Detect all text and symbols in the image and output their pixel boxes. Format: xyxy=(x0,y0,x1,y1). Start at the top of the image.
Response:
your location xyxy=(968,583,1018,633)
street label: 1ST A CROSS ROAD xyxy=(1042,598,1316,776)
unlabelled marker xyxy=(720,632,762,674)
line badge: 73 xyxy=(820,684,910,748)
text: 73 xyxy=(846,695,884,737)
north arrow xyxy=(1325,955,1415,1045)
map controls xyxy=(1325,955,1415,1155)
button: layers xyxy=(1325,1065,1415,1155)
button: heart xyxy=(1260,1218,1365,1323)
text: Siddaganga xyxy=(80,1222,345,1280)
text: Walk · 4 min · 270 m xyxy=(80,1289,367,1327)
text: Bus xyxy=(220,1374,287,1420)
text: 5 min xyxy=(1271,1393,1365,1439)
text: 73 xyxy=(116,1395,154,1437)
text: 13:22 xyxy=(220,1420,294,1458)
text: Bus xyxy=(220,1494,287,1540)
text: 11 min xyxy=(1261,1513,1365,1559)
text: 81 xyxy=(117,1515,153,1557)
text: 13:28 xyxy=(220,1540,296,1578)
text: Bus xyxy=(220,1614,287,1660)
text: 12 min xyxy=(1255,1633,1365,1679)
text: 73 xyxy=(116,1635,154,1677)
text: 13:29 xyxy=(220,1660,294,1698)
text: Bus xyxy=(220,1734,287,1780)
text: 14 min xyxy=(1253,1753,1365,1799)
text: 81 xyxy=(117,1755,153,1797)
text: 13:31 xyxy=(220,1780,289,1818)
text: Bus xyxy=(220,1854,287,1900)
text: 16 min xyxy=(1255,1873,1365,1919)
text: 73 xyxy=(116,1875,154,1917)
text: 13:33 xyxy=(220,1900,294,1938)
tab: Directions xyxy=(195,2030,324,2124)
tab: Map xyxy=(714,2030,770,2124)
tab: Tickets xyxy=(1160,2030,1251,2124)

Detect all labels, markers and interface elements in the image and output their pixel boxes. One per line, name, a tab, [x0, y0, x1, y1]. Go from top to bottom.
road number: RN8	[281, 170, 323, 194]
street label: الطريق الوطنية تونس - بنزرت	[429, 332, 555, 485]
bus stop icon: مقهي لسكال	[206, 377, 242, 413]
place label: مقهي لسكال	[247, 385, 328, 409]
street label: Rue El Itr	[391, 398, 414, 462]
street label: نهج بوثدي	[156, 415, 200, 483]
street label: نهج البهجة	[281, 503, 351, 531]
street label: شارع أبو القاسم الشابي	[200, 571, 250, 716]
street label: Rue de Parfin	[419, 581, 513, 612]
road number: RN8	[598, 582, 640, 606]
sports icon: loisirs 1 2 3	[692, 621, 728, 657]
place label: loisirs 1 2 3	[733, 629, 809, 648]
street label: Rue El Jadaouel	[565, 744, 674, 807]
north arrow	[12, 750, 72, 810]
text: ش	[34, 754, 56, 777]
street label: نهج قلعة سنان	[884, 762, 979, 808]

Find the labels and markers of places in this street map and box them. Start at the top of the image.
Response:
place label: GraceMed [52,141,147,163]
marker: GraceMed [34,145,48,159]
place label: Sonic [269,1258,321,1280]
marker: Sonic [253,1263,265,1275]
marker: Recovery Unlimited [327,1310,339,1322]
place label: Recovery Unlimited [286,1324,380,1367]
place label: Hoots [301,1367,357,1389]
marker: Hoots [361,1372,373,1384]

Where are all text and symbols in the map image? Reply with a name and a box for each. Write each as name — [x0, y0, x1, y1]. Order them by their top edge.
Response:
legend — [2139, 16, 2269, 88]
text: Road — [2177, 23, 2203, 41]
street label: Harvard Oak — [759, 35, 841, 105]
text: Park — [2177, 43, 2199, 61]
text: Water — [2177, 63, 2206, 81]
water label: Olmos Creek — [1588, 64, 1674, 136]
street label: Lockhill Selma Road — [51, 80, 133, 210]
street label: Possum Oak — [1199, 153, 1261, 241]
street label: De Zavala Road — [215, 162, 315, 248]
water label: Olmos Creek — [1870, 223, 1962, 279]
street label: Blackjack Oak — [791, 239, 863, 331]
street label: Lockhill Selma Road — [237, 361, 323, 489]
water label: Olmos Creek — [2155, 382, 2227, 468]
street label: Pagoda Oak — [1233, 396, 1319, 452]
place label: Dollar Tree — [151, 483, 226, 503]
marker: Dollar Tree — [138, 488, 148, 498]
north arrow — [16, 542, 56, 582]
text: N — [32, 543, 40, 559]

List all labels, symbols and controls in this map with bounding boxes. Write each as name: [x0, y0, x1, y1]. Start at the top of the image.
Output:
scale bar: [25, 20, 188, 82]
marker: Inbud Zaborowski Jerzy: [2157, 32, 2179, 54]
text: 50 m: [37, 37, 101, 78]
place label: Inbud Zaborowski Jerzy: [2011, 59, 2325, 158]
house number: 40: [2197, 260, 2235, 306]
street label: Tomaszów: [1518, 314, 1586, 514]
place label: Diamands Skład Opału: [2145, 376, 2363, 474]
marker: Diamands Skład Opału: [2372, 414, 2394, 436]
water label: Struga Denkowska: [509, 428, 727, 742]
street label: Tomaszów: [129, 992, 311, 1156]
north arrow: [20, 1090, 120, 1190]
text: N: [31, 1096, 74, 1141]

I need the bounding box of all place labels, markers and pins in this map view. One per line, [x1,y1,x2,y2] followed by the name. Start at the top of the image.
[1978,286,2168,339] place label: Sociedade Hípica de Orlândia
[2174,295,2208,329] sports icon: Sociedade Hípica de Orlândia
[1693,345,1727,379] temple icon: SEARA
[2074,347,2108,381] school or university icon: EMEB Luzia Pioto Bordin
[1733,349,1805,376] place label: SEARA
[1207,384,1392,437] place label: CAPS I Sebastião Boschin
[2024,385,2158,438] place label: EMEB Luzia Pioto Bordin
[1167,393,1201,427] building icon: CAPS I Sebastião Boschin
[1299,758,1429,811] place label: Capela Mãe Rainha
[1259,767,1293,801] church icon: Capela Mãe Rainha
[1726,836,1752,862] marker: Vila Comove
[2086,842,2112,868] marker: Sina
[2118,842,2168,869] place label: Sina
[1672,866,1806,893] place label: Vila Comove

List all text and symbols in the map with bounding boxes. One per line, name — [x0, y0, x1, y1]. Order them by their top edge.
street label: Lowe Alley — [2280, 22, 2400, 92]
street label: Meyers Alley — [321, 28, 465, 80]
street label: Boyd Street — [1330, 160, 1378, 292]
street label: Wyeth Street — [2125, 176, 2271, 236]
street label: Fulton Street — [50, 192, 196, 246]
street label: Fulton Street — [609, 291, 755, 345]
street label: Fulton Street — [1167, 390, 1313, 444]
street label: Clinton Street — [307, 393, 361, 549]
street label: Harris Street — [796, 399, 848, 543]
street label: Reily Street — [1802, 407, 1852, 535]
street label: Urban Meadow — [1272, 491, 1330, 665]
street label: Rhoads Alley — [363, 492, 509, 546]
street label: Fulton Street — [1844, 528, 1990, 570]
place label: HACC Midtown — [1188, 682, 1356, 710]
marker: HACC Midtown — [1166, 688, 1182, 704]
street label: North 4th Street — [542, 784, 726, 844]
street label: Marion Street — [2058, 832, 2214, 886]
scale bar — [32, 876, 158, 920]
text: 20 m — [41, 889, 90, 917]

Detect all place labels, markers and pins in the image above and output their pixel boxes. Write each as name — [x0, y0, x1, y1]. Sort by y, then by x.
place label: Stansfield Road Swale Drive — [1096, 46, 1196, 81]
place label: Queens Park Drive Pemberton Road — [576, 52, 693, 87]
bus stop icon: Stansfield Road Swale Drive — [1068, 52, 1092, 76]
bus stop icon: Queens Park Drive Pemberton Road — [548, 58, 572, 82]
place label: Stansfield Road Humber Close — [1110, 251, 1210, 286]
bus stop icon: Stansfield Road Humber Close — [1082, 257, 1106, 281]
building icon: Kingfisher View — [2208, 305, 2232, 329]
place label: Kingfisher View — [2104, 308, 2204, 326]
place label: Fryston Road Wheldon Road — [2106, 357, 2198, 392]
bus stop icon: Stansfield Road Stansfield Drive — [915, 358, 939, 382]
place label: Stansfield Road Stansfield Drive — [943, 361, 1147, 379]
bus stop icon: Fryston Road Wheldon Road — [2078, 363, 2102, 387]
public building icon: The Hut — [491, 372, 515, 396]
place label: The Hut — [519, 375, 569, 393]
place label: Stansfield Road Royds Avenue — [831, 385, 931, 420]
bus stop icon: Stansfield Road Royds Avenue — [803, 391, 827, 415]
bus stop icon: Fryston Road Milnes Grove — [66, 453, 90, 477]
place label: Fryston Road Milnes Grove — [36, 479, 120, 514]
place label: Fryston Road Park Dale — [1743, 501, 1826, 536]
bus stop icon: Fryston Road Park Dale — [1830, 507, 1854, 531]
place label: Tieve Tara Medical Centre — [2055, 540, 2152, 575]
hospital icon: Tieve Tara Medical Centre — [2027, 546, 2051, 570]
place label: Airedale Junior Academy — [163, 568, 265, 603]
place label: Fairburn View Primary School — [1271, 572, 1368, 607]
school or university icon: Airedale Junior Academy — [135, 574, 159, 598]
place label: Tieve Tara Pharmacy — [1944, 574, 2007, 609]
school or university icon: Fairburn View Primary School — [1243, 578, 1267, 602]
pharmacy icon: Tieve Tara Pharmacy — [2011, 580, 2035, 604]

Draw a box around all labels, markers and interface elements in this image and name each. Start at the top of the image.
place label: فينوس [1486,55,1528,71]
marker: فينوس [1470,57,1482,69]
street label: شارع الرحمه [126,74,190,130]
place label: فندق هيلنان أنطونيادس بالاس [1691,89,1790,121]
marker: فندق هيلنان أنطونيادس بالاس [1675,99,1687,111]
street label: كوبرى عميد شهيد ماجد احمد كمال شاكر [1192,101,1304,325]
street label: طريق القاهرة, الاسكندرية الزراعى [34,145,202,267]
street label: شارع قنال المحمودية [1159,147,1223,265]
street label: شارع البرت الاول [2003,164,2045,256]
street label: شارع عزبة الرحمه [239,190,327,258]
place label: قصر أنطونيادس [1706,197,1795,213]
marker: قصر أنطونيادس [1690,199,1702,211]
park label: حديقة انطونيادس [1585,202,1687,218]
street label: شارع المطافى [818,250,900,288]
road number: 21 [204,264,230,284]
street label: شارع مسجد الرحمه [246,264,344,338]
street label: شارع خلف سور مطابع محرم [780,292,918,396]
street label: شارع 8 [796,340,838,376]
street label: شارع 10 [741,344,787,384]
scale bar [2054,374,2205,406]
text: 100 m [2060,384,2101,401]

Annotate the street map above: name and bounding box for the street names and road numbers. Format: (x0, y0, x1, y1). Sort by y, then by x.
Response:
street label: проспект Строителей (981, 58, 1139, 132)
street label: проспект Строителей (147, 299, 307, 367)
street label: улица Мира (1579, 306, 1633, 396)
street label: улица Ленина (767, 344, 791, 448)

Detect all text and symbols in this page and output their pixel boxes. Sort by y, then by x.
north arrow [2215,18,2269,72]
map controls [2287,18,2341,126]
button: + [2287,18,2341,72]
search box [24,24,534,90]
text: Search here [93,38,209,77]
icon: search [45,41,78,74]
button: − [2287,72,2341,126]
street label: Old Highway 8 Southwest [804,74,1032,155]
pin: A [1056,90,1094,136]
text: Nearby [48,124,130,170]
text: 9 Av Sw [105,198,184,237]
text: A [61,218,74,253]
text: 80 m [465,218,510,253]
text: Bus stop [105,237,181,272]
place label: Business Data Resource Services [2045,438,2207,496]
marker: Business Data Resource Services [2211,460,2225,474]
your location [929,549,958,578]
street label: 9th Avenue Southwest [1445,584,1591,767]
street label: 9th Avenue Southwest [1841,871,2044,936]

━━━━━━━━

## Instructions to follow
Return each line of the data that contains the string "Format".

## Answer to this problem
Detect all text and symbols in the image and output their pixel boxes. Format: xyxy=(x0,y0,x1,y1). Start at the top of the image.
Annotate the street map above: name and bounding box for the street names and road numbers. Format: (x0, y0, x1, y1). Sort by y, then by x.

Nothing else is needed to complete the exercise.